Même si c'est la deuxième fois que j'entends cette phrase, elle me fait toujours aussi froid dans le dos. Quel genre de personne peut-elle bien être, cette "Mère" ?

Entre l'impatience et l'appréhension, mon pas est assez rapide pour ne pas perdre ma guide de vue mais suffisamment lent pour créer une certaine distance entre elle et moi, la forçant à ralentir un peu. Lorsqu'elle se retourne pour constater mon retard, je prétexte de regarder les environs avec émerveillement. Mai s'arrête soudain devant une énorme racine, trop haute pour songer à l'escalader, et assez longue pour ne pas voir l'endroit où elle disparait dans le sol.

Se serait-elle perdue dans son propre jardin ?

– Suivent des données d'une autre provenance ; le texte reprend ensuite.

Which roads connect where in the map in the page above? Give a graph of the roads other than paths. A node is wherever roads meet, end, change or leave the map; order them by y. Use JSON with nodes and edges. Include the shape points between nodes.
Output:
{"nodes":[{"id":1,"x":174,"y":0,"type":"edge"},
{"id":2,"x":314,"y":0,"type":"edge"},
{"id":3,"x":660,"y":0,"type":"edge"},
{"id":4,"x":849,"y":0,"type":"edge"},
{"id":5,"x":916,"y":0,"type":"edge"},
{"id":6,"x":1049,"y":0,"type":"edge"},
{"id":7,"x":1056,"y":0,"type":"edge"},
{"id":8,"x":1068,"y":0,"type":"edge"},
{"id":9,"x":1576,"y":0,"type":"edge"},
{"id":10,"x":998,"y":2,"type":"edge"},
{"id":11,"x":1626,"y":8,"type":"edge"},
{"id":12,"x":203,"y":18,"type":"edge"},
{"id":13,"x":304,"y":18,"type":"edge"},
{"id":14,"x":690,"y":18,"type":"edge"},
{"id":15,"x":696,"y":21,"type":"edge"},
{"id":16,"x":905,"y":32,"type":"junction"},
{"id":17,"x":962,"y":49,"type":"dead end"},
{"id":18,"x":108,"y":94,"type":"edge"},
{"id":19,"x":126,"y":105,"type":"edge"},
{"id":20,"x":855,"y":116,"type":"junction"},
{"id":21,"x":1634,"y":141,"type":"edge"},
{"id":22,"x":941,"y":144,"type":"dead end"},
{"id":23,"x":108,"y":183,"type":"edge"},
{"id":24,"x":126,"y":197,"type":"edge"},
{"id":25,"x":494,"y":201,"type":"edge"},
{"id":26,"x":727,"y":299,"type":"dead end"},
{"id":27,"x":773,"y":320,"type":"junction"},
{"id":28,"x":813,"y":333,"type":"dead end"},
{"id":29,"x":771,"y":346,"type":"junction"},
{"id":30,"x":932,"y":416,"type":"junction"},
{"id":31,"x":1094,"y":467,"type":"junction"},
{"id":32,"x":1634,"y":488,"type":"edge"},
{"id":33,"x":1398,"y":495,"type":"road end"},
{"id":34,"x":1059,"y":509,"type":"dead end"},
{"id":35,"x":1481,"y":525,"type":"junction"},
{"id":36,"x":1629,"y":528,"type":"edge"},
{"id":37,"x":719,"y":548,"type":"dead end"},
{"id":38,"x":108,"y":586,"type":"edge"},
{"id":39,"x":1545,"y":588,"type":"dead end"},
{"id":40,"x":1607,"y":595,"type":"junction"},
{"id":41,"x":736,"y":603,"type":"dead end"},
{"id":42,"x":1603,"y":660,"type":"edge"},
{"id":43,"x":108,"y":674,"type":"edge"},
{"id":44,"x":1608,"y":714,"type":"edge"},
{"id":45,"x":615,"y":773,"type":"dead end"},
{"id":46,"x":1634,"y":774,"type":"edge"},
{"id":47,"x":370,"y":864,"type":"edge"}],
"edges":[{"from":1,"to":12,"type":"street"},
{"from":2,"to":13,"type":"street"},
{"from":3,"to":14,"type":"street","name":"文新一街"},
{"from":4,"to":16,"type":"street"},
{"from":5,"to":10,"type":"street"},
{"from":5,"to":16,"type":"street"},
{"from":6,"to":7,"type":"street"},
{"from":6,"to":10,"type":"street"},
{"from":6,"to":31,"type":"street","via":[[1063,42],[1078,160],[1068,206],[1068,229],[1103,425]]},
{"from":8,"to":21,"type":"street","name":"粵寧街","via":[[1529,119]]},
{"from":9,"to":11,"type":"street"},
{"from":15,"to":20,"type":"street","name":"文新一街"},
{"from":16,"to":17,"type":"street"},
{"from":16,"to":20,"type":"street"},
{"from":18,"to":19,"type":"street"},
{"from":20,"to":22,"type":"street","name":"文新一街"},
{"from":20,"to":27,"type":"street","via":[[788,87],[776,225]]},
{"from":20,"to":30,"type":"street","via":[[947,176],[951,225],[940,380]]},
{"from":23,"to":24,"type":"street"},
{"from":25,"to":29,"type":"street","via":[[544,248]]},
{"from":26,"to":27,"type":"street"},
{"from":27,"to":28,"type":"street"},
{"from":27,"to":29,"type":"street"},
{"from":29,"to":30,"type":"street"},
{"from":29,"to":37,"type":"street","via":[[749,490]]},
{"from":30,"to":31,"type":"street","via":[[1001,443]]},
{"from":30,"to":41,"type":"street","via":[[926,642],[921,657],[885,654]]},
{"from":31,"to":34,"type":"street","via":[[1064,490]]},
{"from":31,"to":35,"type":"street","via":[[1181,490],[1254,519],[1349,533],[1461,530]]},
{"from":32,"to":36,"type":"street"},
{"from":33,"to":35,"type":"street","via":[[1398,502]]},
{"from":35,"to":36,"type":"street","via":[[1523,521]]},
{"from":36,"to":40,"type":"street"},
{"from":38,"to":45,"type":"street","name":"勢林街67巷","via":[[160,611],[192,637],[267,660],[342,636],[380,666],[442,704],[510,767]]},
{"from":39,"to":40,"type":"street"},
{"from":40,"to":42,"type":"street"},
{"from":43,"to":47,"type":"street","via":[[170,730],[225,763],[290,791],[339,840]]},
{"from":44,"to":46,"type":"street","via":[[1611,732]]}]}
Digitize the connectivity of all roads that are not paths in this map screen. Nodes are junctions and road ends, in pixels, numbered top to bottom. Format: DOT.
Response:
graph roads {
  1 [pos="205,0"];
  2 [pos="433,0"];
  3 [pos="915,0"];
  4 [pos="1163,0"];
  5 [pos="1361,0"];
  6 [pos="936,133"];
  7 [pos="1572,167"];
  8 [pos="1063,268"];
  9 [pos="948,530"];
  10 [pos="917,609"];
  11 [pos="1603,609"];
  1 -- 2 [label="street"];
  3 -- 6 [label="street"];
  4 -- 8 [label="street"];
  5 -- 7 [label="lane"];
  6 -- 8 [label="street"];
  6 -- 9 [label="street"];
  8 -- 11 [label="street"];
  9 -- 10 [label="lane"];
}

Elle se retourne vers moi, les bras croisés et tapotant du pied pour ne pas cacher son impatience. Lorsque je la rattrape enfin, à quelques pas de l'immense racine — pour peu qu'on puisse appeler ça une racine — j'aperçois un escalier en colimaçon qui s'enfonce en-dessous de celle-ci. Une lumière intense et changeante s'échappe du souterrain, comme si des êtres de lumière dansaient un balai envoutant pour m'inviter à descendre. En ayant visiblement assez de se tordre le cou pour vérifier ma position, Mai m'invite à descendre en premier avec un large et faux sourire. Je m'élance dans l'escalier étroit d'un pas hésitant — ma retraite étant maintenant coupée, je n'ai d'autre choix que de suivre la lumière sautante vers une destination incertaine.

L'escalier est-il court ? Ou me suis-je simplement laissé hypnotisé par la lumière rougeoyante qui se reflète sur les murs, en perdant jusqu'à ma notion des distances ? Ce ne serait pas la première fois aujourd'hui.

Arrivé en bas de l'escalier, je m'arrête face à un rideau filtrant l'intense lumière qui sévit au-delà, tel un portail menant vers un autre monde. Mai m'incite à traverser le rideau, et je déglutis, essayant d'imaginer ce qui se trouve de l'autre côté pour me préparer mentalement. Alors même que je m'apprêtais à faire le grand pas, elle me pousse brusquement en avant et je me retrouve projeté dans la lumière comme un enfant qu'on aurait jeté à la mer pour lui apprendre à nager.